Sarah Hopkins Pearce

Sarah Hopkins Pearce (1771-1804) was the daughter of Joshua Hopkins (1738-98), a deacon in the Baptist church at Alcester (see his entry in this Index), a town about 20 miles south of Birmingham, near Ragley.  Her mother, Anna Hopkins, died in 1782. Sarah Hopkins married Samuel Pearce (see above) on Tuesday, 2 February 1791. Their son, William Hopkins Pearce, served in India as a missionary, and their daughter, Ann, married Jonathan Carey, youngest son of the missionary, and lived in Calcutta.

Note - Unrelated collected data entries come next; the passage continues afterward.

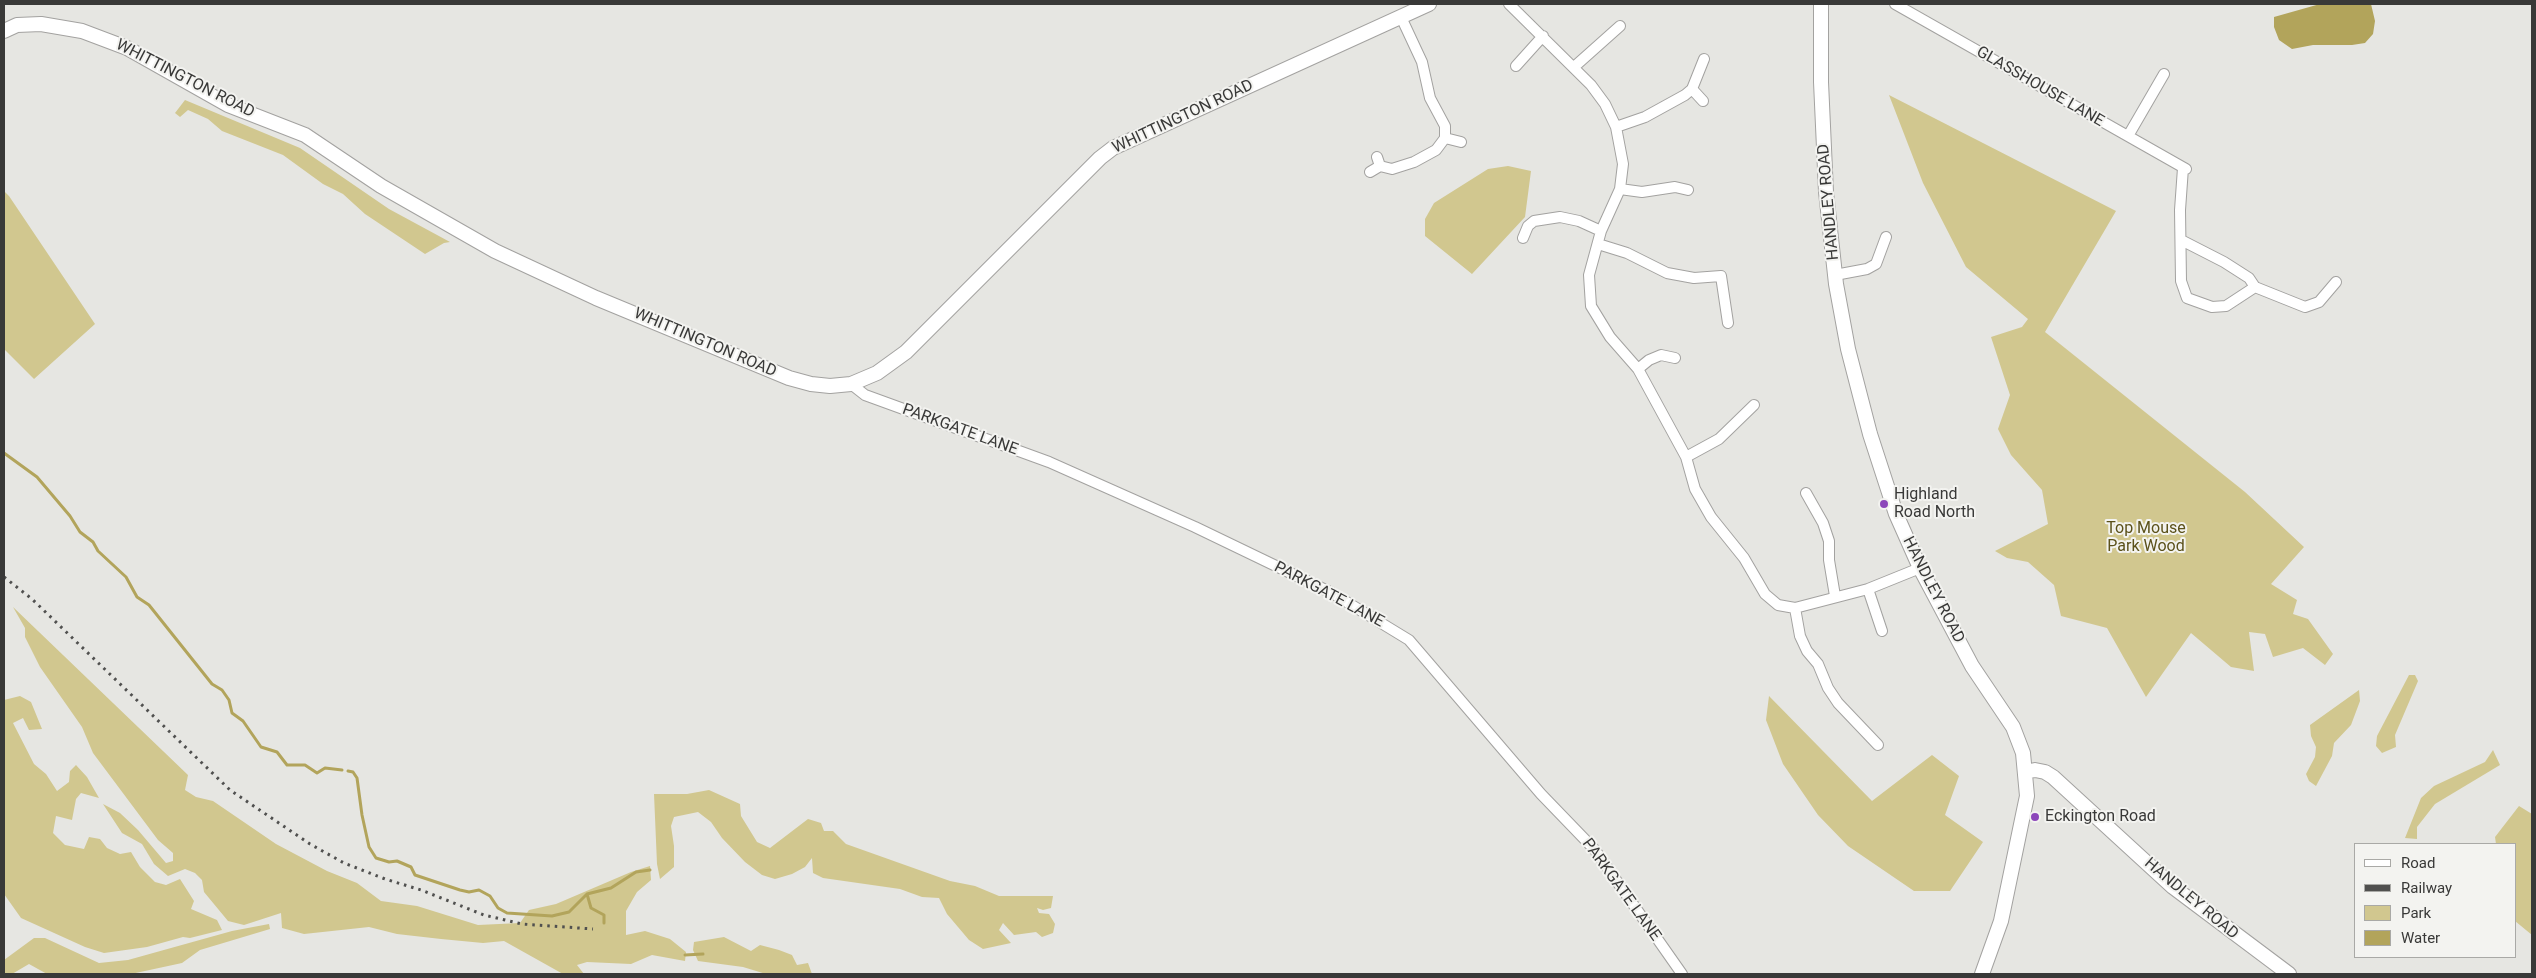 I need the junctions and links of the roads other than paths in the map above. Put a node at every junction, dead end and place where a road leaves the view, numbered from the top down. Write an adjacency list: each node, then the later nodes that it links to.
1 (1429, 4): 5 (street, WHITTINGTON ROAD)
2 (1821, 4): 27 (street, HANDLEY ROAD)
3 (1895, 4): 16 (street, GLASSHOUSE LANE)
4 (1514, 6): 8 (street)
5 (1400, 17): 17 (street); 33 (street, WHITTINGTON ROAD)
6 (1620, 26): 11 (street)
7 (4, 31): 33 (street, WHITTINGTON ROAD)
8 (1543, 36): 10 (street); 11 (street)
9 (1704, 59): 13 (street)
10 (1516, 66)
11 (1574, 67): 15 (street)
12 (2164, 74): 16 (street)
13 (1692, 89): 14 (street); 15 (street)
14 (1703, 100)
15 (1616, 127): 20 (street)
16 (2128, 136): 25 (street, GLASSHOUSE LANE)
17 (1445, 138): 18 (street); 19 (street)
18 (1461, 142)
19 (1370, 172)
20 (1620, 189): 21 (street); 22 (street)
21 (1688, 190)
22 (1601, 231): 24 (street); 26 (street)
23 (1886, 237): 27 (street)
24 (1523, 238)
25 (2181, 240): 29 (street); 29 (street)
26 (1598, 244): 30 (street); 32 (street)
27 (1835, 276): 37 (street, HANDLEY ROAD)
28 (2336, 282): 29 (street)
29 (2255, 287)
30 (1728, 323)
31 (1675, 358): 32 (street)
32 (1638, 369): 35 (street)
33 (851, 384): 44 (street, PARKGATE LANE)
34 (1754, 405): 35 (street)
35 (1686, 457): 40 (street)
36 (1806, 493): 39 (street)
37 (1920, 568): 38 (street); 43 (street, HANDLEY ROAD)
38 (1868, 589): 39 (street); 41 (street)
39 (1835, 596): 40 (street)
40 (1795, 608): 42 (street)
41 (1882, 631)
42 (1878, 745)
43 (2025, 772): 45 (street); 46 (street, HANDLEY ROAD)
44 (1682, 974)
45 (1982, 974)
46 (2289, 974)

Fuller says”in the year 1791, he married Miss Sarah Hopkins, daughter of Mr. Joshua Hopkins of Alcester” (Memoirs 17).  They had five children.  Mrs. Pearce lived from 1771-1804.  According to her husband's memoir, she “discovered tokens of religious concern about twelve months before her marriage” (276).  She was baptized by Samuel Pearce on 20 November 1791 (217).  Included in this memoir are some letters by Mrs. Pearce to a Mrs. Harwood of Bristol, a Mrs. Franklin of Coventry, and a Miss Sprigg of Birmingham.  In a letter to Mrs. Harwood, dated 25 December 1799, 11 weeks after Samuel’s death, she writes: “In vain, alas, in vain I seek him whose presence gave a zest to every enjoyment!  I wander about the house as one bereft of her better half. I go into the study--I say to myself, There is the chair he occupied, there are the books he read; but where, oh where is the owner?  I come into the parlour---there my tenderest feelings are awakened by four fatherless children” (278).  Her youngest child, Samuel, died on 11 July 1800, aged one and a half (279). Quotations above taken from Memoirs of the late Rev. Samuel Pearce, A.M. with extracts from some of his most interesting letters.  Compiled by Andrew Fuller, D.D. to which are added, An Oration, delivered at the grave by the Rev. J. Brewer.  A funeral sermon on his death, by J. Ryland, D.D.  An Elegy, by Benjamin Francis, A.M.  Together with The Memoir of Mrs. Pearce, and extracts from letters (3rd American edition.  Philadelphia: John Hellings, 1809).